Der Verfassungsgerichtshof kann bestimmen, wer seine Entscheidung vollstreckt. Im Einzelfall kann er die Art und Weise der Vollstreckung regeln.

§ 29

Soweit dieses Gesetz nichts anderes bestimmt, regelt der Verfassungsgerichtshof das Verfahren und den Geschäftsgang durch eine Geschäftsordnung. Sie wird im Gesetzblatt veröffentlicht.

4. Teil Besondere Verfahrensvorschriften

1. Ministeranklage

a) Entscheidung nach Art. 57 Abs. 1 bis 3 der Verfassung

b) Entscheidung nach Art. 57 Abs. 4 der Verfassung

2. Mandatsaberkennung (Entscheidung nach Art. 42 der Verfassung)

§ 43

(1) Hat der Abgeordnete seine Stellung in gewinnsüchtiger Absicht mißbraucht, so stellt der Verfassungsgerichtshof dies fest und erkennt ihm das Mandat ab.
(2) Für das Verfahren gelten die Bestimmungen der §§ 30 bis 38 entsprechend.

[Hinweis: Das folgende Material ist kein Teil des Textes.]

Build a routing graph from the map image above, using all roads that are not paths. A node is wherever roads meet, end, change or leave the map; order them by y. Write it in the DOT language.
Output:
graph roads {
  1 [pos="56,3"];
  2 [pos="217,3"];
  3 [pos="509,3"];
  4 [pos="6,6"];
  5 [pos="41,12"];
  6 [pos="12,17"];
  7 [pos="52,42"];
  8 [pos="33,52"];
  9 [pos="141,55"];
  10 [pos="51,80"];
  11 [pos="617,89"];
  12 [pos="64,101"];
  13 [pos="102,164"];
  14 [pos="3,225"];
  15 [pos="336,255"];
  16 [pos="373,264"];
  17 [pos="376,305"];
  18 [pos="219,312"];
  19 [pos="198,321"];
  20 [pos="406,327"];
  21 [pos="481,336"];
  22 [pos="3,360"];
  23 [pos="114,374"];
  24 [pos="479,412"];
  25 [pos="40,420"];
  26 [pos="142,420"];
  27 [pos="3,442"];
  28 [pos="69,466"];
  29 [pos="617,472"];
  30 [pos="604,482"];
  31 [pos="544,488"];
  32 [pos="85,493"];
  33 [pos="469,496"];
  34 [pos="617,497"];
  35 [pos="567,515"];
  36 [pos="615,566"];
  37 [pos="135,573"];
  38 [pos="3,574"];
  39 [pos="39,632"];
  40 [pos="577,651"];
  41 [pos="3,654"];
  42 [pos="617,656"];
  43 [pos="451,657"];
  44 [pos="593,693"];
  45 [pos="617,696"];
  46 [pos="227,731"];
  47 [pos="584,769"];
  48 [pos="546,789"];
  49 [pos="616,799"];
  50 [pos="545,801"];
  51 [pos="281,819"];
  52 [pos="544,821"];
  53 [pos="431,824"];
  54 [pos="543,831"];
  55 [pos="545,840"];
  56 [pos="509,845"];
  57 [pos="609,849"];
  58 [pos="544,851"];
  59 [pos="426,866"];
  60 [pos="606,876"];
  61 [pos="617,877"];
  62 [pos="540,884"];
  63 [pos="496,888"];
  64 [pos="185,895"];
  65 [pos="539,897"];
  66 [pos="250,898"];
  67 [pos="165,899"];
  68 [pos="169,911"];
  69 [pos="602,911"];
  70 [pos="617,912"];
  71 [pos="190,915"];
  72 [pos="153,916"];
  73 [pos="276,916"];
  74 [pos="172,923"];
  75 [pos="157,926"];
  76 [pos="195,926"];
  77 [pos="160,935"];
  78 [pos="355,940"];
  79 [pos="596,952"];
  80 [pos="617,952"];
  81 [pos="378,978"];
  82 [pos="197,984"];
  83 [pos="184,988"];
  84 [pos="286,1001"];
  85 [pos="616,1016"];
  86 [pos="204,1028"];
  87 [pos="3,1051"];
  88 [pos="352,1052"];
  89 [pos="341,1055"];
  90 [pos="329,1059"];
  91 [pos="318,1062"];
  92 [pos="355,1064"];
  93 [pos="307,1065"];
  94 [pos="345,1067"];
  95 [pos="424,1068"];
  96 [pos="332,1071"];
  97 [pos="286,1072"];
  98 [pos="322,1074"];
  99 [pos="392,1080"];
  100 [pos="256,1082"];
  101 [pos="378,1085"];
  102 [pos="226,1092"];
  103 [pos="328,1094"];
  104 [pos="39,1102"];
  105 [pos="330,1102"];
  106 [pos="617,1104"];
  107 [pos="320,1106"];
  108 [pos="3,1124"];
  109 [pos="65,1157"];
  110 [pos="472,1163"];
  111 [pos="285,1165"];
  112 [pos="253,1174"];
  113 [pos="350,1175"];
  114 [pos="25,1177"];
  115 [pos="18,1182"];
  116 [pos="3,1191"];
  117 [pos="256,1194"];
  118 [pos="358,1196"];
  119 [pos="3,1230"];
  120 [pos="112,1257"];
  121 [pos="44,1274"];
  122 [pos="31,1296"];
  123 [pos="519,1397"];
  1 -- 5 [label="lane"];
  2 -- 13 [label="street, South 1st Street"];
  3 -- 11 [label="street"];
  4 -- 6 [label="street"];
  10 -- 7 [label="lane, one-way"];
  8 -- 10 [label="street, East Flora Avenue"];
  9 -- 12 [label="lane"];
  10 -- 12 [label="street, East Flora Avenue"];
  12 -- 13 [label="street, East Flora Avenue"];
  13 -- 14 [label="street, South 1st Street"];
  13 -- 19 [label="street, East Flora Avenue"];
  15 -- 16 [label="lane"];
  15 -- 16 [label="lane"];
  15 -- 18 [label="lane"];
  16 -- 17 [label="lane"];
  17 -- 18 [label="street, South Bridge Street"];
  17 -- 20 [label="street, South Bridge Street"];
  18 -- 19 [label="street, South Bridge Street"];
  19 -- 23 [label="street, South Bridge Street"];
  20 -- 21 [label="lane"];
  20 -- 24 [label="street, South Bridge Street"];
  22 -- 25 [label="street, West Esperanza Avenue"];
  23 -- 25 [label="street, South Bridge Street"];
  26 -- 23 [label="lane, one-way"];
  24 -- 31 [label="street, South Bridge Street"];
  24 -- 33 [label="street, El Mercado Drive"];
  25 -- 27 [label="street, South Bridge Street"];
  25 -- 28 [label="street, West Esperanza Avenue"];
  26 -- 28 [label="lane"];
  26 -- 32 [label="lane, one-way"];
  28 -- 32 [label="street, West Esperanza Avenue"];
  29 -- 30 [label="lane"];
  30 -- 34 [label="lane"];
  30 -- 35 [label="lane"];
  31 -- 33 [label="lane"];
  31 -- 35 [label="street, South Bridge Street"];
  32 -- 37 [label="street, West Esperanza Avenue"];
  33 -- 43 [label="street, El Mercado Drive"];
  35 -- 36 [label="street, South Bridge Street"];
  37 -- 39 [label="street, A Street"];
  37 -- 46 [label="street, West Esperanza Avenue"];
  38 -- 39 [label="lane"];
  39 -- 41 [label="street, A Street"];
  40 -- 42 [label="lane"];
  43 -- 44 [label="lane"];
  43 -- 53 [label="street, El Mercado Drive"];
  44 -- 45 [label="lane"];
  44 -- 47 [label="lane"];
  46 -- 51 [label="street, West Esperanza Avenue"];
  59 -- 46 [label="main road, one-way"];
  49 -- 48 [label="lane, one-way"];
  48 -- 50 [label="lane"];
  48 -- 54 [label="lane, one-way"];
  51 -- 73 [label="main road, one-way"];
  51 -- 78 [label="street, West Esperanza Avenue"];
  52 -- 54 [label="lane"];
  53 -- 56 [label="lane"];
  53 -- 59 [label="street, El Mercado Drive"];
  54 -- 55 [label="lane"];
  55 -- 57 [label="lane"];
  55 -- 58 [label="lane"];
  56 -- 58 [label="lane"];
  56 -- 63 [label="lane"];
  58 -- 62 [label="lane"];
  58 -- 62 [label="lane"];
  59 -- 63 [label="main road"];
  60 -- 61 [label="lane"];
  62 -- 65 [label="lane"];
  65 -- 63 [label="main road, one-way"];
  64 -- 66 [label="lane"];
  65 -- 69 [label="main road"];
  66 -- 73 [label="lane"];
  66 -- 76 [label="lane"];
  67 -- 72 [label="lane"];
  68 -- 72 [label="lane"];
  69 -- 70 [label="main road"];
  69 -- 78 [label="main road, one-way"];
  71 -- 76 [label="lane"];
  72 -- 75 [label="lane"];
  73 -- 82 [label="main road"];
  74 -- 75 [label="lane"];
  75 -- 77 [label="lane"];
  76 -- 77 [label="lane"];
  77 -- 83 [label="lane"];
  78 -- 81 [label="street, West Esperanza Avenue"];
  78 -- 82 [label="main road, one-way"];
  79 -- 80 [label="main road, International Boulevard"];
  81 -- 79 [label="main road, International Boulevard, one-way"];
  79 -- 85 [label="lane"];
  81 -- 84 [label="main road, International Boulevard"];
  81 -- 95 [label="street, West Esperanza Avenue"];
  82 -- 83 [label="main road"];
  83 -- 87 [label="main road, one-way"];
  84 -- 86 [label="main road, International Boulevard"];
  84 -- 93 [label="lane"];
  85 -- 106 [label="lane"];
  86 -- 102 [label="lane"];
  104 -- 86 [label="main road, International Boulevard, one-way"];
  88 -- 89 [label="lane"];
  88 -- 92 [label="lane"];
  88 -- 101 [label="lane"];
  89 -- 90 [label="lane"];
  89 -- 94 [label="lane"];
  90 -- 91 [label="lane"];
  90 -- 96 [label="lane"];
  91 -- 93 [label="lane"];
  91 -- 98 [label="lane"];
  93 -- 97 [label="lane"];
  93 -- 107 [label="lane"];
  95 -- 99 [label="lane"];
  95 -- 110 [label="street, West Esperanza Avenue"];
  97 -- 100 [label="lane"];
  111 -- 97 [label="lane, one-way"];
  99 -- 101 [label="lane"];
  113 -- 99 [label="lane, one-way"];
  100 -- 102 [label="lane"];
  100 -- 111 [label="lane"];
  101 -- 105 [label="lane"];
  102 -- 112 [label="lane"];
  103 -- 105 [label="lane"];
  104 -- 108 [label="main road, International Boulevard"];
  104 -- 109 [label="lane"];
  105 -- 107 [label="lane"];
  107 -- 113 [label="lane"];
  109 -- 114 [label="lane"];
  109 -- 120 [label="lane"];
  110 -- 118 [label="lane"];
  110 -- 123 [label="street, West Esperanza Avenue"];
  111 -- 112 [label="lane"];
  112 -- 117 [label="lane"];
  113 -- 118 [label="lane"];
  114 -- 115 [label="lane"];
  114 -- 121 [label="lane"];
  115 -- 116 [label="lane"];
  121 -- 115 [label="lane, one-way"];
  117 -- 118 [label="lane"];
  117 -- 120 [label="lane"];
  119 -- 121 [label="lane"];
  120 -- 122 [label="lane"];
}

3. Auslegung der Verfassung bei Verfassungsstreitigkeiten (Entscheidung nach Art. 68 Abs. 1 Nr. 1 der Verfassung)

§ 44

Antragsteller und Antragsgegner können nur der Landtag und im Falle des Art. 36
der Verfassung der Ständige Ausschuß des Landtags, die Regierung und die in der Verfassung oder in der Geschäftsordnung des Landtags oder der Regierung mit eigener Zuständigkeit ausgestatteten Teile dieser Organe sein.

§ 45

(1) Der Antrag ist nur zulässig, wenn der Antragsteller geltend macht, daß er oder das Organ, dem er angehört, durch eine Handlung oder Unterlassung des Antragsgegners in der Wahrnehmung seiner ihm durch die Verfassung übertragenen Rechte und Pflichten verletzt oder unmittelbar gefährdet sei.
(2) Der Antrag muß die Bestimmung der Verfassung bezeichnen, gegen welche die beanstandete Handlung oder Unterlassung des Antragsgegners verstößt.
(3) Der Antrag muß binnen sechs Monaten gestellt werden, nachdem die beanstandete Handlung oder Unterlassung dem Antragsteller bekanntgeworden ist, spätestens jedoch fünf Jahre nach ihrer Durchführung oder Unterlassung.

§ 46

(1) Dem Antragsteller und dem Antragsgegner können in jeder Lage des Verfahrens andere Antragsberechtigte beitreten, wenn die Entscheidung für die Abgrenzung ihrer Zuständigkeiten von Bedeutung ist.
(2) Das Gericht gibt dem Landtag und der Regierung von der Einleitung des Verfahrens Kenntnis.

§ 47

(1) Das Gericht stellt in seiner Entscheidung fest, ob sich der Antragsgegner wie behauptet verhalten hat oder ob ein solches Verhalten von ihm zu gewärtigen ist, inwiefern er dadurch den Antragsteller in der Wahrnehmung seiner Rechte und Pflichten verletzt oder unmittelbar gefährdet hat und gegen welche Bestimmung der Verfassung sein Verhalten verstößt.
(2) Soweit die Entscheidung von der Auslegung einer Verfassungsbestimmung abhängt, kann das Gericht in der Entscheidungsformel feststellen, wie die Verfassungsbestimmung auszulegen ist.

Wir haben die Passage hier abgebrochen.